● EXERCISE DIRECTIONS
In how many lines of the records below does the word "nodes" appear? Answer with the number alone.

───── SOURCE INFORMATION ─────

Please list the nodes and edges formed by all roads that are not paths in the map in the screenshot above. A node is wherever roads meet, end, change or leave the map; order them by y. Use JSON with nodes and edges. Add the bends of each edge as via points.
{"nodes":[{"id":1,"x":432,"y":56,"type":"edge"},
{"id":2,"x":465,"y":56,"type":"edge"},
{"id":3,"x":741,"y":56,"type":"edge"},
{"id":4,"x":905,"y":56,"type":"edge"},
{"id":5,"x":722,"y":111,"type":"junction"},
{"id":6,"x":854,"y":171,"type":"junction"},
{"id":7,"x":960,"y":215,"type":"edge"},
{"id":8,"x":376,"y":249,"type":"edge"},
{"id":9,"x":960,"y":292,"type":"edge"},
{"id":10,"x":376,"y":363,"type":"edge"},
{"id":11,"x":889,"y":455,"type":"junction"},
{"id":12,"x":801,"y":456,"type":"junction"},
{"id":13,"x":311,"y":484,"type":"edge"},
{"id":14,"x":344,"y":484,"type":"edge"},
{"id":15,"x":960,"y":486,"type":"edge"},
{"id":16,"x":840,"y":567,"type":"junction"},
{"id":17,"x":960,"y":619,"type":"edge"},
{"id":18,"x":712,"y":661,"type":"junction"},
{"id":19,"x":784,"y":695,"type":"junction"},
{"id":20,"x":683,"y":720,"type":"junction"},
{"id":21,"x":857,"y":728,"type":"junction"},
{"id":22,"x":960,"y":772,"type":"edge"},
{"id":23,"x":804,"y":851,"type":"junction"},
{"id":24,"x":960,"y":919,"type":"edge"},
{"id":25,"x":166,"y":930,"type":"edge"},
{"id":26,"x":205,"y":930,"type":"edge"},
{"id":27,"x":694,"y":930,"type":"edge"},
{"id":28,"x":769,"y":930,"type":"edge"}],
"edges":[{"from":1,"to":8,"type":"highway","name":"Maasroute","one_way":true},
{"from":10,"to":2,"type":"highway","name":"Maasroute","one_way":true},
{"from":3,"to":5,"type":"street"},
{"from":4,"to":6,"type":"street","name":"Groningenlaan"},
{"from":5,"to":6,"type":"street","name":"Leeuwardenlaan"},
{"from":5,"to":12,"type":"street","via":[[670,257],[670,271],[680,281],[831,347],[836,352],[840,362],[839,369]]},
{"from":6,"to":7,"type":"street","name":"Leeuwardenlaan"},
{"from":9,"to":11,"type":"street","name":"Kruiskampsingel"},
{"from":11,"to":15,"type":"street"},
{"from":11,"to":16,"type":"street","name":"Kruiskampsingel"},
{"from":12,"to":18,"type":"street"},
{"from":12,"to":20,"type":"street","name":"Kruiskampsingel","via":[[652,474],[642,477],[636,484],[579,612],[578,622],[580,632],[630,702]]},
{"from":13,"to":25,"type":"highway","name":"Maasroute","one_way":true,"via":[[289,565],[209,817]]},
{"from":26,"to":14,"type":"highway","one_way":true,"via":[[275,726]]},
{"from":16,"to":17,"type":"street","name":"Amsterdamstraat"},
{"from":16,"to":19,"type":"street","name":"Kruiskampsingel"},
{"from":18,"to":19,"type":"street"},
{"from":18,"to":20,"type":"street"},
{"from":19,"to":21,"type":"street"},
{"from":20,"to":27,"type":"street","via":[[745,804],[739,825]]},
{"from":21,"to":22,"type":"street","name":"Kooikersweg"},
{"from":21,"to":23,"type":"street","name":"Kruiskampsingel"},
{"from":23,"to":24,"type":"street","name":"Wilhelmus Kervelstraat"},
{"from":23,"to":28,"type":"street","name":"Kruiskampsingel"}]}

─────

● WRITTEN SOLUTION
2